**Activity:** Leaving out the images, transcribe every record below exactly.

+++ Input

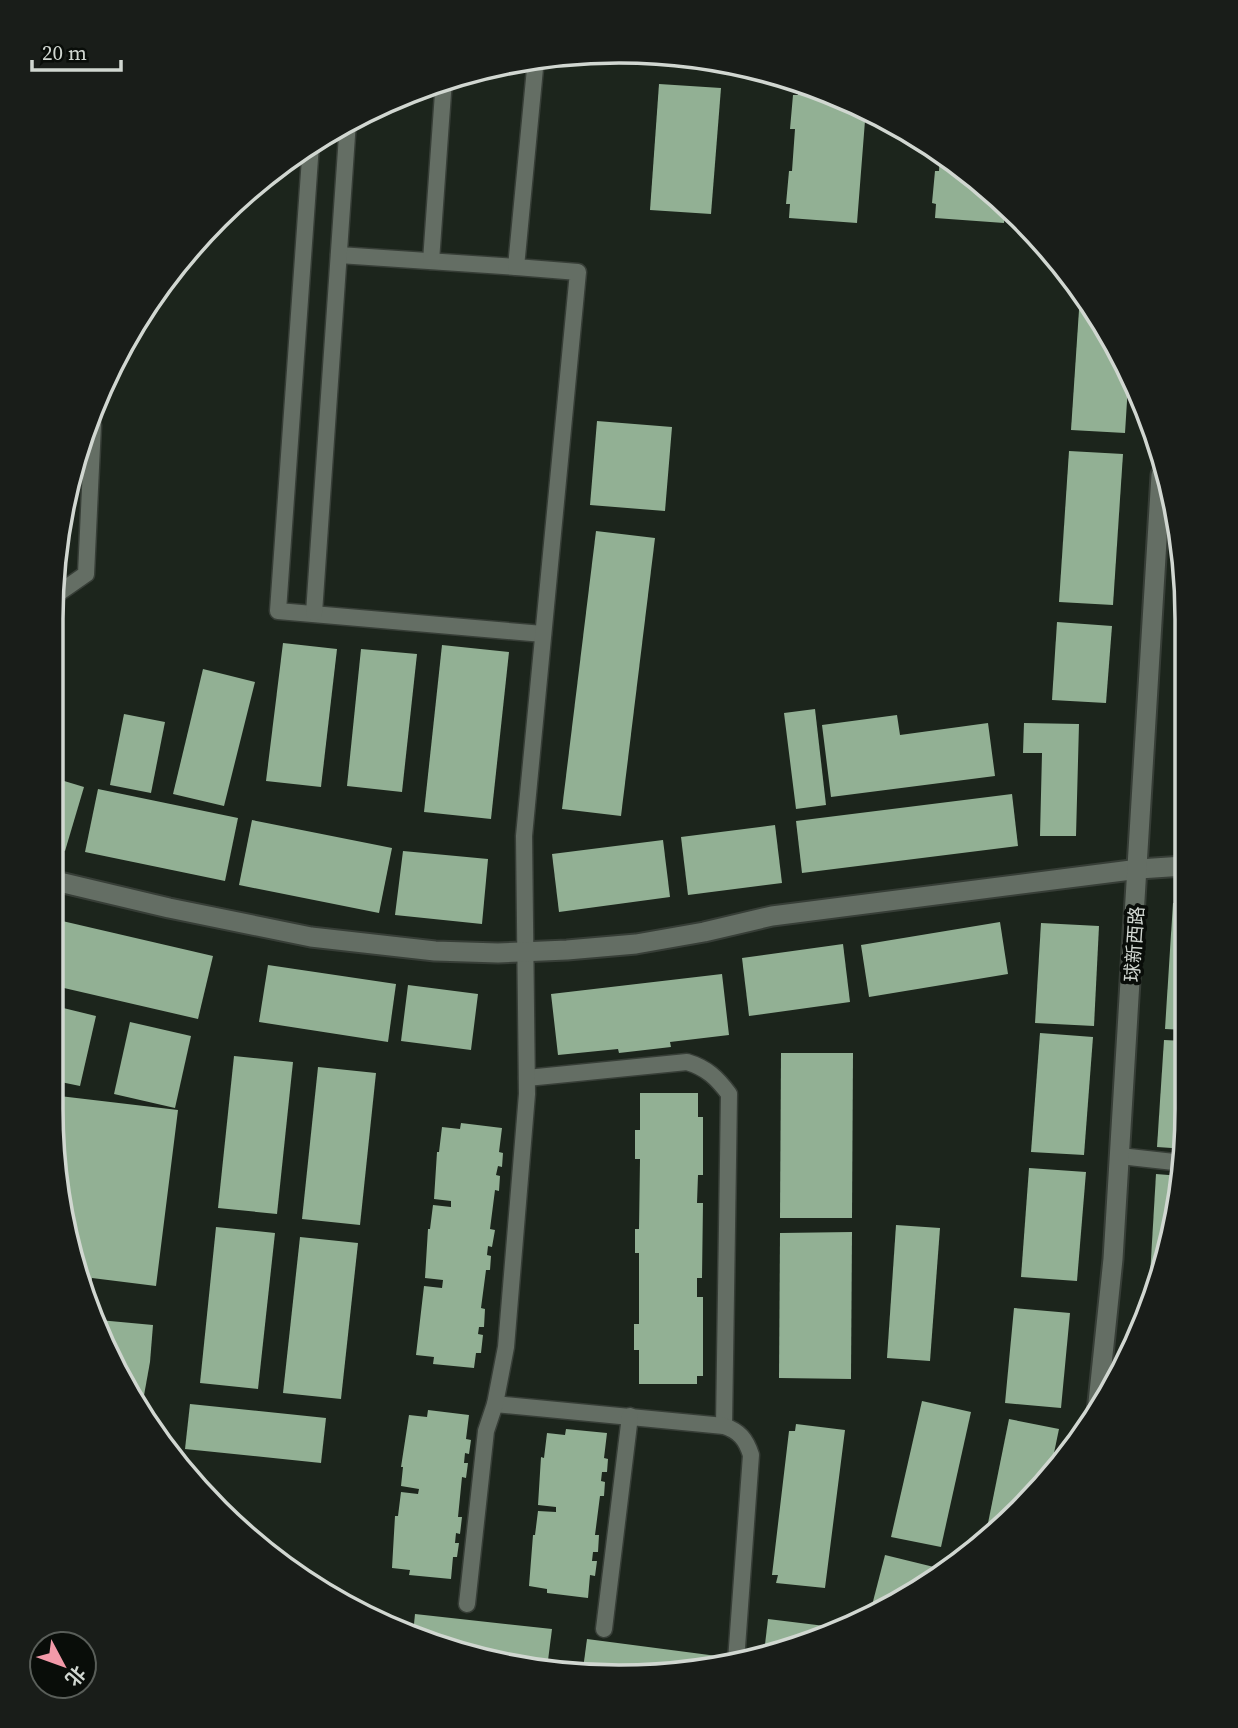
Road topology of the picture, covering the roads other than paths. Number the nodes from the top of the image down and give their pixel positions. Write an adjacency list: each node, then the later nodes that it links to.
1 (535, 70): 7 (lane)
2 (443, 92): 6 (lane)
3 (347, 134): 5 (lane)
4 (309, 158): 11 (lane)
5 (339, 255): 6 (lane); 11 (lane)
6 (431, 261): 7 (lane)
7 (516, 267): 12 (lane)
8 (92, 443): 10 (lane)
9 (1160, 493): 14 (street, 球新西路)
10 (64, 590)
11 (314, 614): 12 (lane)
12 (543, 634): 16 (lane)
13 (1175, 867): 14 (street)
14 (1139, 869): 16 (street); 18 (street, 球新西路)
15 (63, 883): 16 (street)
16 (524, 952): 17 (lane)
17 (527, 1078): 21 (lane); 23 (lane)
18 (1120, 1156): 19 (lane); 20 (street, 球新西路)
19 (1172, 1162)
20 (1099, 1390)
21 (495, 1404): 22 (lane); 24 (lane)
22 (630, 1416): 23 (lane); 25 (lane)
23 (724, 1426): 26 (lane)
24 (467, 1604)
25 (604, 1629)
26 (737, 1652)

++++++

**Solution for this exercise:**
Road topology of the picture, covering the roads other than paths. Number the nodes from the top of the image down and give their pixel positions. Write an adjacency list: each node, then the later nodes that it links to.
1 (535, 70): 7 (lane)
2 (443, 92): 6 (lane)
3 (347, 134): 5 (lane)
4 (309, 158): 11 (lane)
5 (339, 255): 6 (lane); 11 (lane)
6 (431, 261): 7 (lane)
7 (516, 267): 12 (lane)
8 (92, 443): 10 (lane)
9 (1160, 493): 14 (street, 球新西路)
10 (64, 590)
11 (314, 614): 12 (lane)
12 (543, 634): 16 (lane)
13 (1175, 867): 14 (street)
14 (1139, 869): 16 (street); 18 (street, 球新西路)
15 (63, 883): 16 (street)
16 (524, 952): 17 (lane)
17 (527, 1078): 21 (lane); 23 (lane)
18 (1120, 1156): 19 (lane); 20 (street, 球新西路)
19 (1172, 1162)
20 (1099, 1390)
21 (495, 1404): 22 (lane); 24 (lane)
22 (630, 1416): 23 (lane); 25 (lane)
23 (724, 1426): 26 (lane)
24 (467, 1604)
25 (604, 1629)
26 (737, 1652)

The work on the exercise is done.